What is chromic suture?
Absorbable biological suture material. Chromic is an absorbable suture made by twisting together strands of purified collagen taken from bovine intestines. Due to undergoing a ribbon stage chromicisation (treatment with chromic acid salts), the chromic offers roughly twice the stitch-holding time of plain catgut. The natural chromic thread is precision ground in order to achieve a monofilament character and treated with a glycerol containing solution. Chromic is absorbed by enzymatic degradation. Note – catgut is no longer used in the UK for human surgery.

Proteolytic enzymatic digestion complete in 70 days. Absorption by enzymatic digestion and starts losing tensile strength on implantation from 18–21 days of catgut chromic
What type of suture would you use for an orchiopexy on a torsion patient?

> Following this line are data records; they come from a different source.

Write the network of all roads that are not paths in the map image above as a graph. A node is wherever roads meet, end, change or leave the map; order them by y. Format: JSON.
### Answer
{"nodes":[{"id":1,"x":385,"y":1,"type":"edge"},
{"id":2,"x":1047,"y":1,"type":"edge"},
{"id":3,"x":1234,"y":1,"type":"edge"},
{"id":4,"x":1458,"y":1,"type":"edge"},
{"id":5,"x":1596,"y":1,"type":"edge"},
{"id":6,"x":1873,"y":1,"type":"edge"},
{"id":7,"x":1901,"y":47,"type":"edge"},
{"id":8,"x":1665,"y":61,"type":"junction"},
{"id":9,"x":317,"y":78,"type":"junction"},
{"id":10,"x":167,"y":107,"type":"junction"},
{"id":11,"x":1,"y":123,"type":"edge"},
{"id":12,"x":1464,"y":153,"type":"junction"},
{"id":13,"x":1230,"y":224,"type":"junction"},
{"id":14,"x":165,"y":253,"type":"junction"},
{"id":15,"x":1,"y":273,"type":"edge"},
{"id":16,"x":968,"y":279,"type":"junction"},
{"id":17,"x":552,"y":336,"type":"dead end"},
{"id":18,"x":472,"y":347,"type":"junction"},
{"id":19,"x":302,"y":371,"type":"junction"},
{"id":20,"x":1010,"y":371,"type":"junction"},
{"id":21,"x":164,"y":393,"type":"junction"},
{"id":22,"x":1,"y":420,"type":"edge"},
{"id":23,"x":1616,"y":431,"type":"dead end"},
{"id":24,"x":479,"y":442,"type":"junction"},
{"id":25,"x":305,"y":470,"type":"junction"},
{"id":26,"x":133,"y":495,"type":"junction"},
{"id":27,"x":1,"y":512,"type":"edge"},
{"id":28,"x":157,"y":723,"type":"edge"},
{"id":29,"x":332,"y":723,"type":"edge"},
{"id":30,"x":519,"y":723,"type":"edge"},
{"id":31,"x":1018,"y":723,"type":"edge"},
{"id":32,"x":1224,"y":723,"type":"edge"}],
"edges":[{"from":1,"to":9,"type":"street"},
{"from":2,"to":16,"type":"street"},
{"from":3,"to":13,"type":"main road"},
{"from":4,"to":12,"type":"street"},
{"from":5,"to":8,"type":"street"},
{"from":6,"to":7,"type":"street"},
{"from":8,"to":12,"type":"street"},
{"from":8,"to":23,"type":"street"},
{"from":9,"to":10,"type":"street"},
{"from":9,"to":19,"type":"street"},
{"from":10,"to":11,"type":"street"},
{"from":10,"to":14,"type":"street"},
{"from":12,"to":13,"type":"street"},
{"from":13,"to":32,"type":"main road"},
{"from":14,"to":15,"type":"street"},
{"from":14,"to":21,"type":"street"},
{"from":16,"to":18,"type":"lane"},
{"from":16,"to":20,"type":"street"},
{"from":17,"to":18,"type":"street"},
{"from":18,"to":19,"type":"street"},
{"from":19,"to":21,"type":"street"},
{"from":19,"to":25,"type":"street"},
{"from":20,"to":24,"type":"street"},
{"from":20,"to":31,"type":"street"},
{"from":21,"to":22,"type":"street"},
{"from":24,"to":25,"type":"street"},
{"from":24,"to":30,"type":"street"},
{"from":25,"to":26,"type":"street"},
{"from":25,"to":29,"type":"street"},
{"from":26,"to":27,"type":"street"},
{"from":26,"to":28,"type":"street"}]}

A fine nonreactive nonabsorbable suture such as an ethibond or a prolene, like 4-0.
How much bupivicaine can you give a patient?
The toxic dose is at 2.5mg/kg. But an easy way to get really close is that bupivicaine starts with a B, and that is the second letter of the alphabet.
What is a pringle maneuver?
In 1908, Pringle first described a technique to minimize blood loss during hepatic surgery by clamping the vascular pedicle.[1] The inflow of blood to the liver is via the hepatic artery and portal vein. Surgeons must be able to isolate and control these sources of blood flow not only to control bleeding in traumatic injuries to the liver, but also in elective hepatic resections. Clamping of the hepatic pedicle, also known as the Pringle maneuver, allows surgeons to evaluate traumatic liver injury. It does so by allowing one to determine if the hemorrhage is from branches of the hepatic artery or portal vein. When a clamp is applied to the pedicle, hemorrhage ceases if from either of these sources. If hemorrhage continues then the other likely sources of bleeding include the retrohepatic vena cava or hepatic veins.